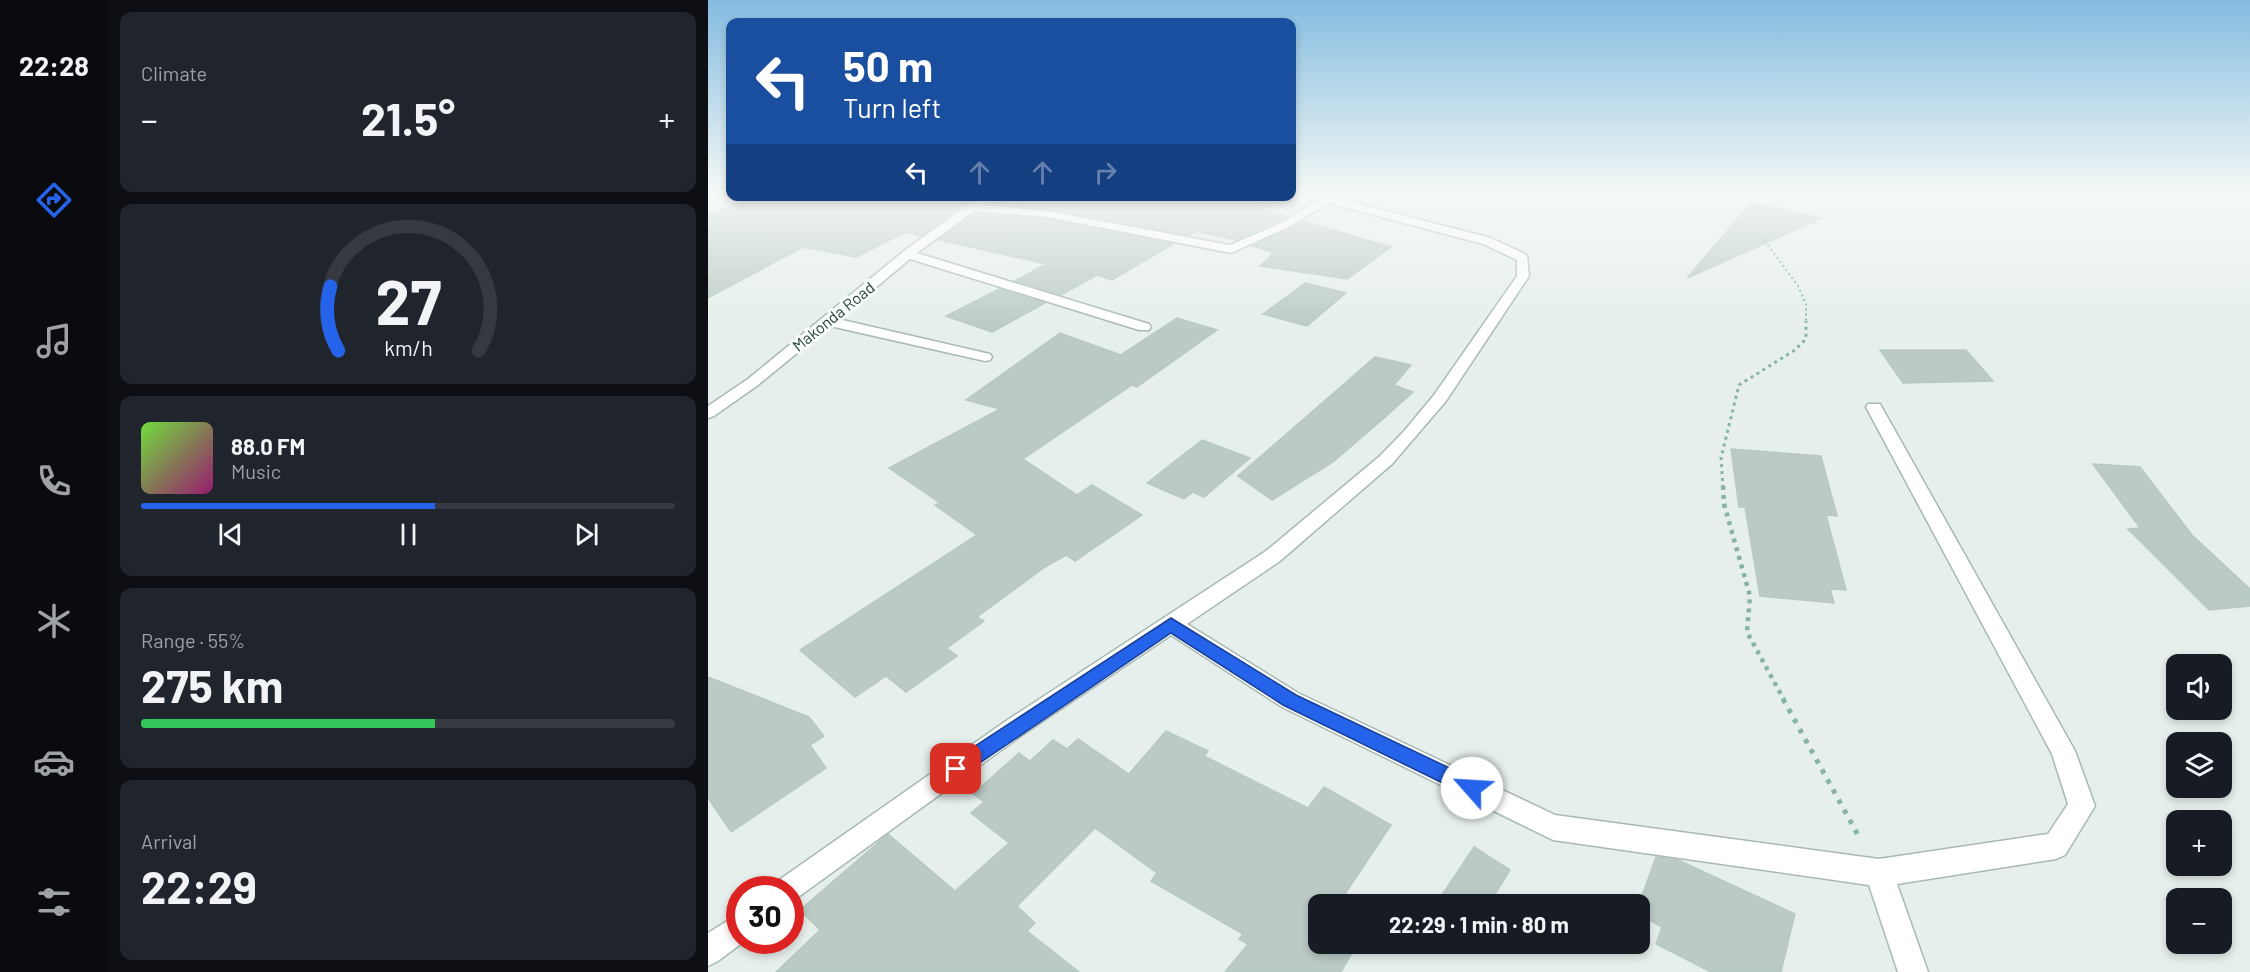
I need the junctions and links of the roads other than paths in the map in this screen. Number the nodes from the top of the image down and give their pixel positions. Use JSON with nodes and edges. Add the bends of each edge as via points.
{"nodes":[{"id":1,"x":929,"y":238,"type":"edge"},
{"id":2,"x":1177,"y":238,"type":"edge"},
{"id":3,"x":1257,"y":238,"type":"edge"},
{"id":4,"x":1478,"y":238,"type":"edge"},
{"id":5,"x":908,"y":254,"type":"junction"},
{"id":6,"x":827,"y":321,"type":"junction"},
{"id":7,"x":1144,"y":327,"type":"dead end"},
{"id":8,"x":985,"y":357,"type":"dead end"},
{"id":9,"x":1874,"y":407,"type":"dead end"},
{"id":10,"x":708,"y":413,"type":"edge"},
{"id":11,"x":1171,"y":624,"type":"junction"},
{"id":12,"x":1879,"y":873,"type":"junction"},
{"id":13,"x":804,"y":879,"type":"edge"},
{"id":14,"x":726,"y":938,"type":"edge"},
{"id":15,"x":708,"y":951,"type":"edge"},
{"id":16,"x":1913,"y":972,"type":"edge"}],
"edges":[{"from":1,"to":5,"type":"street","name":"Makonda Road"},
{"from":2,"to":3,"type":"street","via":[[1223,249]]},
{"from":4,"to":11,"type":"street","via":[[1523,258],[1523,276],[1440,398],[1386,460],[1273,556]]},
{"from":5,"to":6,"type":"street","name":"Makonda Road"},
{"from":5,"to":7,"type":"street"},
{"from":6,"to":8,"type":"street"},
{"from":6,"to":10,"type":"street","name":"Makonda Road"},
{"from":9,"to":12,"type":"street","via":[[2063,750],[2082,806],[2056,846]]},
{"from":11,"to":12,"type":"street","via":[[1290,700],[1553,827]]},
{"from":11,"to":13,"type":"street","via":[[1014,728]]},
{"from":12,"to":16,"type":"street"},
{"from":14,"to":15,"type":"street"}]}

## TO DO
A faithful copy of the data is required: each word kept, each picture omitted.

## EXERCISE SOLUTION
I need the junctions and links of the roads other than paths in the map in this screen. Number the nodes from the top of the image down and give their pixel positions. Use JSON with nodes and edges. Add the bends of each edge as via points.
{"nodes":[{"id":1,"x":929,"y":238,"type":"edge"},
{"id":2,"x":1177,"y":238,"type":"edge"},
{"id":3,"x":1257,"y":238,"type":"edge"},
{"id":4,"x":1478,"y":238,"type":"edge"},
{"id":5,"x":908,"y":254,"type":"junction"},
{"id":6,"x":827,"y":321,"type":"junction"},
{"id":7,"x":1144,"y":327,"type":"dead end"},
{"id":8,"x":985,"y":357,"type":"dead end"},
{"id":9,"x":1874,"y":407,"type":"dead end"},
{"id":10,"x":708,"y":413,"type":"edge"},
{"id":11,"x":1171,"y":624,"type":"junction"},
{"id":12,"x":1879,"y":873,"type":"junction"},
{"id":13,"x":804,"y":879,"type":"edge"},
{"id":14,"x":726,"y":938,"type":"edge"},
{"id":15,"x":708,"y":951,"type":"edge"},
{"id":16,"x":1913,"y":972,"type":"edge"}],
"edges":[{"from":1,"to":5,"type":"street","name":"Makonda Road"},
{"from":2,"to":3,"type":"street","via":[[1223,249]]},
{"from":4,"to":11,"type":"street","via":[[1523,258],[1523,276],[1440,398],[1386,460],[1273,556]]},
{"from":5,"to":6,"type":"street","name":"Makonda Road"},
{"from":5,"to":7,"type":"street"},
{"from":6,"to":8,"type":"street"},
{"from":6,"to":10,"type":"street","name":"Makonda Road"},
{"from":9,"to":12,"type":"street","via":[[2063,750],[2082,806],[2056,846]]},
{"from":11,"to":12,"type":"street","via":[[1290,700],[1553,827]]},
{"from":11,"to":13,"type":"street","via":[[1014,728]]},
{"from":12,"to":16,"type":"street"},
{"from":14,"to":15,"type":"street"}]}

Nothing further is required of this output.